Promoting access to these groundbreaking therapies is not without its challenges. Decision-makers and clinicians may have doubts over a new therapy's effectiveness, while novel therapies also may be disruptive to health systems due, for example, to issues such as high up-front costs or even the potential to cure rather than treat an illness. To resolve cost issues, we should look at 'managed entry agreements'.

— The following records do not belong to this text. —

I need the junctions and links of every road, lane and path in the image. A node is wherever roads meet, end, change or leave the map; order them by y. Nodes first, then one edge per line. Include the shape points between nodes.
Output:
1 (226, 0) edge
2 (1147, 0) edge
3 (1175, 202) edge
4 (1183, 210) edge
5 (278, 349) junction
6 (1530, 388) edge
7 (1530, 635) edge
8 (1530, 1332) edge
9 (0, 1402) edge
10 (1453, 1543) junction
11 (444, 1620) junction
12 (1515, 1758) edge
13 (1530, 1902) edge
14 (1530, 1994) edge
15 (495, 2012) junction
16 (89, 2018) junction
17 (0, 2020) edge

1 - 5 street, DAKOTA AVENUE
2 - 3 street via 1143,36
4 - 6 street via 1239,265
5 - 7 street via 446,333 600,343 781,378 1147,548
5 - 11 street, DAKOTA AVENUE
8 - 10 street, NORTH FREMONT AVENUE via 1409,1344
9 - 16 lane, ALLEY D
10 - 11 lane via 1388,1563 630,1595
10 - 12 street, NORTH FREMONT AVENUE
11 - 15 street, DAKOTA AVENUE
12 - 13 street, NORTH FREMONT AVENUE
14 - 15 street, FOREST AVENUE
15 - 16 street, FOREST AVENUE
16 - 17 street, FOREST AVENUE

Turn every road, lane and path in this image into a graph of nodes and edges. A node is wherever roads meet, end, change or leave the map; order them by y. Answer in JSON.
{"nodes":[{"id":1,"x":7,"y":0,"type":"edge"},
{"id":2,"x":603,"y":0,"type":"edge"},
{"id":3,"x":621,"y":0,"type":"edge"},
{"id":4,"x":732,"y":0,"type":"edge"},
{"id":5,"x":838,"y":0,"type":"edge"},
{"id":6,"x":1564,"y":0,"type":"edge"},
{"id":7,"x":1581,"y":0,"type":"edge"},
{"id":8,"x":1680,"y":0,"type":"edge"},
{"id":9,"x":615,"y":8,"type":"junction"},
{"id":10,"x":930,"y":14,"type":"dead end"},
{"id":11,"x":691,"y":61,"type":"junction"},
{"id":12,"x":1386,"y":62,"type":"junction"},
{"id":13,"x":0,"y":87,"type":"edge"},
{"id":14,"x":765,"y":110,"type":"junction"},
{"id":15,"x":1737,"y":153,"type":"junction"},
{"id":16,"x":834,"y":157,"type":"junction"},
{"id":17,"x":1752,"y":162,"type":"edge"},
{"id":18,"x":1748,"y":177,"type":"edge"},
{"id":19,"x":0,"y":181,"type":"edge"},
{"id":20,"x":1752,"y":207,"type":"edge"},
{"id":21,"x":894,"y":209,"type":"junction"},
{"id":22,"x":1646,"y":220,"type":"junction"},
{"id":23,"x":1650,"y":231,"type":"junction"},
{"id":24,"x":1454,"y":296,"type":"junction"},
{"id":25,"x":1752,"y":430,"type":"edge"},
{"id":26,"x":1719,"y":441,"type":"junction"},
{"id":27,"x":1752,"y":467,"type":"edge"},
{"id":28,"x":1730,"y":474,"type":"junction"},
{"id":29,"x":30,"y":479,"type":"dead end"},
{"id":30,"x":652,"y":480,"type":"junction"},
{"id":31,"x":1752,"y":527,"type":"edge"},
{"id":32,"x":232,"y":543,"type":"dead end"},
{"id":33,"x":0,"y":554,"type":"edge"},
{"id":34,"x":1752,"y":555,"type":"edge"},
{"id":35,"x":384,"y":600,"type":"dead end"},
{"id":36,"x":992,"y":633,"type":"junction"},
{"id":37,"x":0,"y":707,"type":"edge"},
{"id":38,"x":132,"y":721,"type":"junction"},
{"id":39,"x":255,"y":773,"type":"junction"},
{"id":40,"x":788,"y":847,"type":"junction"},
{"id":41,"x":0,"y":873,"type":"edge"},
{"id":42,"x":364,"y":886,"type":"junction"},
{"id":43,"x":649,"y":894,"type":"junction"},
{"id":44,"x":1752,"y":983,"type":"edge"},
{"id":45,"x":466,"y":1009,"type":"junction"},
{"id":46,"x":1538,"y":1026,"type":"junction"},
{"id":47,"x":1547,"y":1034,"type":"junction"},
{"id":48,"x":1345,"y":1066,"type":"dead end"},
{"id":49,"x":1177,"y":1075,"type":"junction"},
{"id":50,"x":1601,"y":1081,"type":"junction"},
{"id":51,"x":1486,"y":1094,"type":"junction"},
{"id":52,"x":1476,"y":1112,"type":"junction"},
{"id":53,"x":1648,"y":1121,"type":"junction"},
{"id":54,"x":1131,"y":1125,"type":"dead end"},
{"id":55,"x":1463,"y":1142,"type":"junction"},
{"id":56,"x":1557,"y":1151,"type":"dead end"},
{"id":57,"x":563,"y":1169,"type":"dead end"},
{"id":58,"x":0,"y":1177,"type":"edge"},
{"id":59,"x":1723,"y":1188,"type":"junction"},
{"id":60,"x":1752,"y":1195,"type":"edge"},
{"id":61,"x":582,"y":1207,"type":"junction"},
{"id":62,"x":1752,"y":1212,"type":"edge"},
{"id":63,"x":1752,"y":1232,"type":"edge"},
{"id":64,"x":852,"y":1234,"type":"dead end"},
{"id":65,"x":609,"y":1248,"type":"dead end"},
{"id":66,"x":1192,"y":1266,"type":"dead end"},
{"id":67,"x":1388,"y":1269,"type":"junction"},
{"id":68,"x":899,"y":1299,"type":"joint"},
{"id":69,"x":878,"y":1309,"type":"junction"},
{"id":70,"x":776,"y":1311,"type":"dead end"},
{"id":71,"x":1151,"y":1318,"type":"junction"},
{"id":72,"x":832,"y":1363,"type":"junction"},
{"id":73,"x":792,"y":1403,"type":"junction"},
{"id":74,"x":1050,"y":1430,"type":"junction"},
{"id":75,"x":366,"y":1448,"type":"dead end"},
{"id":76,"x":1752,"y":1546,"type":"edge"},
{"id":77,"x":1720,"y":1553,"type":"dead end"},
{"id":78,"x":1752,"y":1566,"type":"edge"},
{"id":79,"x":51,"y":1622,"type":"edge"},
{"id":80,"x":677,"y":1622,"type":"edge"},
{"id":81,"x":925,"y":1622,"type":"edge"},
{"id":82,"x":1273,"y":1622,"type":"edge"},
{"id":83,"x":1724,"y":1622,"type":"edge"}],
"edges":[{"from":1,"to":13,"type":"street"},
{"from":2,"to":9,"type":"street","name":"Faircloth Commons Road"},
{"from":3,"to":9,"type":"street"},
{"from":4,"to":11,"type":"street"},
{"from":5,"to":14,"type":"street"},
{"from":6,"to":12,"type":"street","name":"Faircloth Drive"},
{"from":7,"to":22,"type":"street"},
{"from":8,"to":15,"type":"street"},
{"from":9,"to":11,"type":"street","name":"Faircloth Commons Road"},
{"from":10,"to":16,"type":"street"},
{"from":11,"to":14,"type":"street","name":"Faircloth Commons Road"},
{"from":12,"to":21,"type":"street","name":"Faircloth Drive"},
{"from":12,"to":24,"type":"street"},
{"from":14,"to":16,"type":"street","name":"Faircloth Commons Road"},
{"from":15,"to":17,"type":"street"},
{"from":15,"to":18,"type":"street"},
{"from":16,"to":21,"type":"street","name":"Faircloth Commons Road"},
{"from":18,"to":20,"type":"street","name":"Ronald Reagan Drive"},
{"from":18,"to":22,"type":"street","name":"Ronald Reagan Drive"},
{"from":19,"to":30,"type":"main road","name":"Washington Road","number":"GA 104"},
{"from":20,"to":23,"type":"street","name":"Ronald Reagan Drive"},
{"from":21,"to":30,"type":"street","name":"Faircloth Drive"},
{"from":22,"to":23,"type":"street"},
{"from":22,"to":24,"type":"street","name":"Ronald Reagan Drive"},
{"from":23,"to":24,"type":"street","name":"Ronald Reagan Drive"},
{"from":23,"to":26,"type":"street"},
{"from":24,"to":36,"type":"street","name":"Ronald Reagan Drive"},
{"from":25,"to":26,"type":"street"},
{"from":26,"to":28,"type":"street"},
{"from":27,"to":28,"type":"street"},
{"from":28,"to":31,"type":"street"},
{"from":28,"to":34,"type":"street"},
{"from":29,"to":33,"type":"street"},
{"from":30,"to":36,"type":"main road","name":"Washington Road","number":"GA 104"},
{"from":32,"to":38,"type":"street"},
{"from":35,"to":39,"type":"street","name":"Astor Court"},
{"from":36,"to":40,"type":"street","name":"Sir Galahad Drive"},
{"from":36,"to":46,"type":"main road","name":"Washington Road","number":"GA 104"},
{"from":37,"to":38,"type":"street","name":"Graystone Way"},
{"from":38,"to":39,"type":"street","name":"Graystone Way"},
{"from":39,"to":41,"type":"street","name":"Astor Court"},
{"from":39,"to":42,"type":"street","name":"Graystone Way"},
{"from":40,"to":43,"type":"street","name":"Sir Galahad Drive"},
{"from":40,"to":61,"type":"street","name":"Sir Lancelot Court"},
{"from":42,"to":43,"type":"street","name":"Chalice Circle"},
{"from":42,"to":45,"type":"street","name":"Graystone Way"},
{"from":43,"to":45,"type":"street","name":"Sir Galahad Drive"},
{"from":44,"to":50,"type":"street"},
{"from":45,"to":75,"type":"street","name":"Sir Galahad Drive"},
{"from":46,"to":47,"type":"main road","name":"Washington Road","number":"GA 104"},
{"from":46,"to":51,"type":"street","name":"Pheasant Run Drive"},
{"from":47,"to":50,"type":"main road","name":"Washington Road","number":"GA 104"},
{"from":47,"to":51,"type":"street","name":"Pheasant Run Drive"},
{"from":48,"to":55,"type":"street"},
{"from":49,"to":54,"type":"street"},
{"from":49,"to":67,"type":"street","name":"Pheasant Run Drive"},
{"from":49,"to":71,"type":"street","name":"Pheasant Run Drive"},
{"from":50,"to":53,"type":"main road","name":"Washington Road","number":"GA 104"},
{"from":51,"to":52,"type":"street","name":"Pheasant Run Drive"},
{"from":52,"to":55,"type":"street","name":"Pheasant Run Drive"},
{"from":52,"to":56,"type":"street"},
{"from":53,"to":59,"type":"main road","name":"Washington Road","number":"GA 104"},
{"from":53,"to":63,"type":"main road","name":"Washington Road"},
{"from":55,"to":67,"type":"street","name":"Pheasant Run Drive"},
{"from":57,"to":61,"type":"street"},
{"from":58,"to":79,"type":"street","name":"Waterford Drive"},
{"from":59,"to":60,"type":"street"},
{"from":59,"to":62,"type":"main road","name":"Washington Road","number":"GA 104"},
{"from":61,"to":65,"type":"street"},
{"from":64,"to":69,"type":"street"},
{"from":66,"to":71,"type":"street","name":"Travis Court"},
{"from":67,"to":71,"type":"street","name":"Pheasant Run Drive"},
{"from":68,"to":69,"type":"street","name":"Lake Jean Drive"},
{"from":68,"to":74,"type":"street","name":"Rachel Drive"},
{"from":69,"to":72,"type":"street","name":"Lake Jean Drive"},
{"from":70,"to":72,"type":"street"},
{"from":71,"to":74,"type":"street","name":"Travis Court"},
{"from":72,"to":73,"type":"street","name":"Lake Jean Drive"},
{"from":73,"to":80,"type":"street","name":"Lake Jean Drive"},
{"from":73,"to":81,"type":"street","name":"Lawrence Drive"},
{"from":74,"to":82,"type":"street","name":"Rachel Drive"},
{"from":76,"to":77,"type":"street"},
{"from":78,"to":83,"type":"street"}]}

These can be employed to peg the reimbursement of a therapy to a monitoring programme where data is collected continuously from patients that can confirm the long-term value of a treatment.
Replacing a lifetime supply of medicines with one, highly advanced and high-cost intervention at a single point in time may also pose challenges. Health policymakers and healthcare managers, together with industry, are keen to find new solutions where older ones are no longer fit for purpose.
It is also fundamentally important to agree ways in which R&D can be supported. Bringing innovative medicines that are safe and efficient is a long, complex, risky and costly process that requires industry to invest billions of euros.
Existing pharmaceutical incentives have enabled the research and development of today's therapies and will lead to the cures of tomorrow. They are a fundamental ingredient to developing solutions to patients' unmet needs and represent the foundation on which basic science can be turned into new treatments.
Despite these challenges, there are many reasons to be optimistic about the future of healthcare in Europe. With over 7000 medicines in development, an exciting new wave of innovation is set to play a vital role in addressing future challenges.
Realising this potential will require stakeholders to work together to foster an environment that supports the kind of innovation that can continue to transform the lives of patients.